Instrumenting Android crashes with the Glean SDK

One of the things that might be useful to collect data on in an Android application is crashes. This guide will walk through a basic strategy for instrumenting an Android application with crash telemetry using a custom ping.

Note: This is a very simple example of instrumenting crashes using the Glean SDK. There will be challenges to using this approach in a production application that should be considered. For instance, when an app crashes it can be in an unknown state and may not be able to do things like upload data to a server. The recommended way of instrumenting crashes with Android Components is called lib-crash, which takes into consideration things like multiple processes and persistence.

Before You Start

There are a few things that need to be installed in order to proceed, mainly Android Studio. If you include the Android SDK, Android Studio can take a little while to download and get installed. This walk-through assumes some knowledge of Android application development. Knowing where to go to create a new project and how to add dependencies to a Gradle file will be helpful in following this guide.

Setup Build Configuration

Please follow the instruction in the "Adding Glean to your project" chapter in order to set up Glean in an Android project.

Add A Custom Metric

Since crashes will be instrumented with some custom metrics, the next step will be to add a metrics.yaml file to define the metrics used to record the crash information and a pings.yaml file to define a custom ping which will give some control over the scheduling of the uploading. See "Adding new metrics" for more information about adding metrics.
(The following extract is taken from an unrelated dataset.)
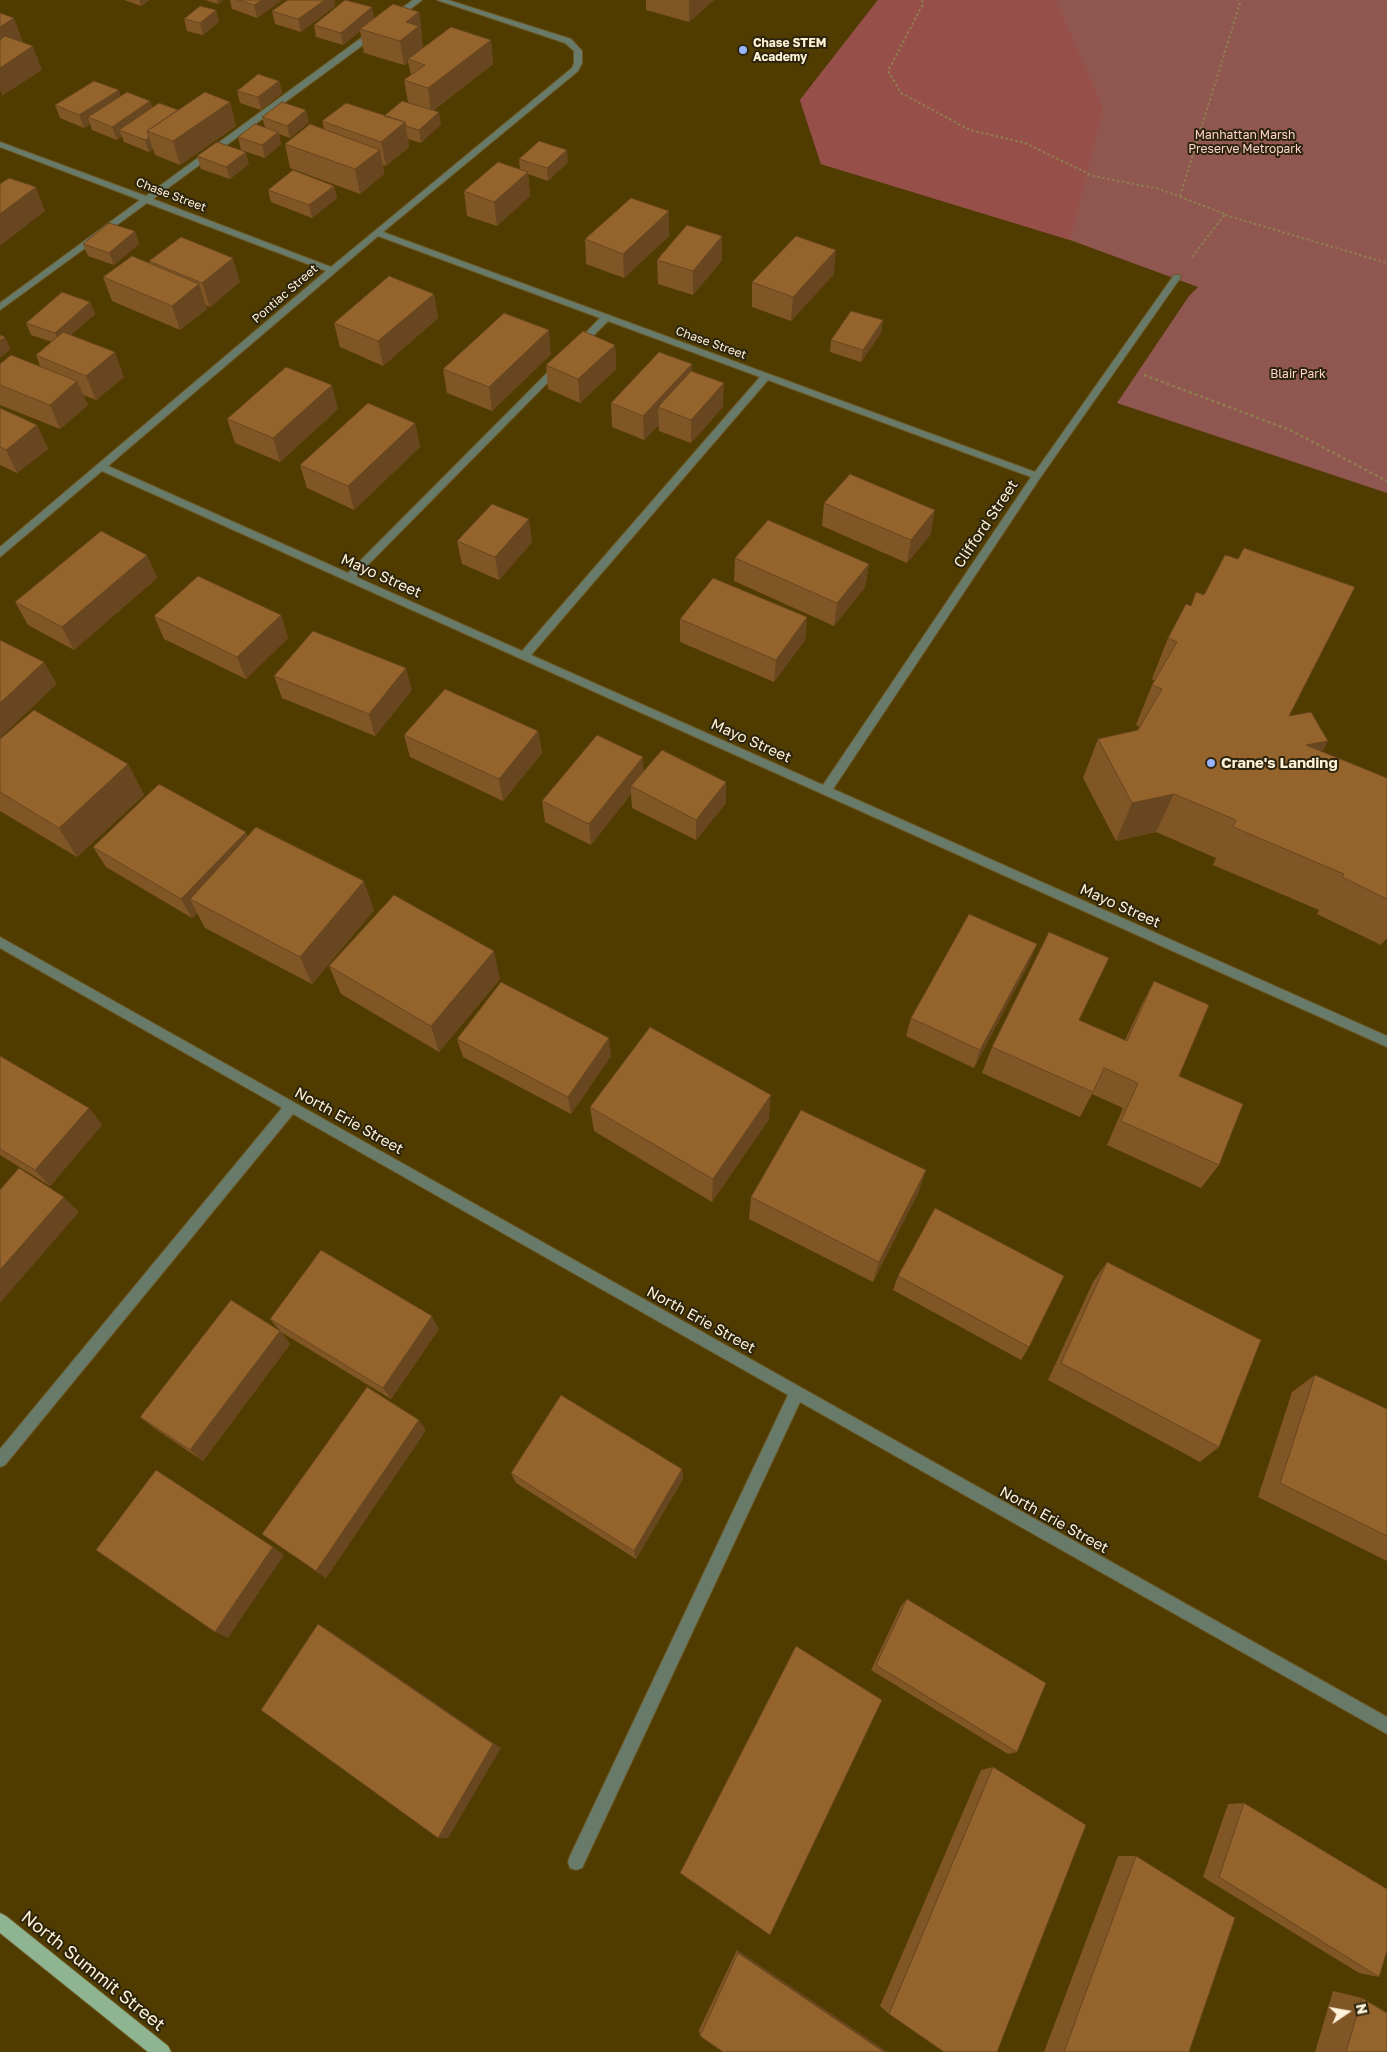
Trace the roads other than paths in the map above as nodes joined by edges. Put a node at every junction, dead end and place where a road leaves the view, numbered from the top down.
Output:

What metric type should be used to represent the crash data? While this could be implemented several ways, an event is an excellent choice, simply because events capture information in a nice concise way and they have a built-in way of passing additional information using the extras field. If it is necessary to pass along the cause of the exception or a few lines of description, events let us do that easily (with some limitations).

Now that a metric type has been chosen to represent the metric, the next step is creating the metrics.yaml. Inside of the root application folder of the Android Studio project create a new file named metrics.yaml. After adding the schema definition and event metric definition, the metrics.yaml should look like this:

# Required to indicate this is a `metrics.yaml` file
$schema: moz://mozilla.org/schemas/glean/metrics/2-0-0

crash:
  exception:
    type: event
    description: |
      Event to record crashes caused by unhandled exceptions
    notification_emails:
      - crashes@example.com
    bugs:
      - https://bugzilla.mozilla.org/show_bug.cgi?id=1582479
    data_reviews:
      - https://bugzilla.mozilla.org/show_bug.cgi?id=1582479
    expires:
      2021-01-01
    send_in_pings:
      - crash
    extra_keys:
      cause:
        description: The cause of the crash
      message:
        description: The exception message

As a brief explanation, this creates a metric called exception within a metric category called crash. There is a text description and the required notification_emails, bugs, data_reviews, and expires fields. The send_in_pings field is important to note here that it has a value of - crash. This means that the crash event metric will be sent via a custom ping named crash (which hasn't been created yet). Finally, note the extra_keys field which has two keys defined, cause and message. This allows for sending additional information along with the event to be associated with these keys.

Note: For Mozilla applications, a mandatory data review is required in order to collect information with the Glean SDK.

Add A Custom Ping

Define the custom ping that will help control the upload scheduling by creating a pings.yaml file in the same directory as the metrics.yaml file. For more information about adding custom pings, see the section on custom pings.
The name of the ping will be crash, so the pings.yaml file should look like this:

# Required to indicate this is a `pings.yaml` file
$schema: moz://mozilla.org/schemas/glean/pings/2-0-0

crash:
  description: >
    A ping to transport crash data
  include_client_id: true
  notification_emails:
    - crash@example.com
  bugs:
    - https://bugzilla.mozilla.org/show_bug.cgi?id=1582479
  data_reviews:
    - https://bugzilla.mozilla.org/show_bug.cgi?id=1582479

Before the newly defined metric or ping can be used, the application must first be built. This will cause the glean_parser to execute and generate the API files that represent the metric and ping that were newly defined.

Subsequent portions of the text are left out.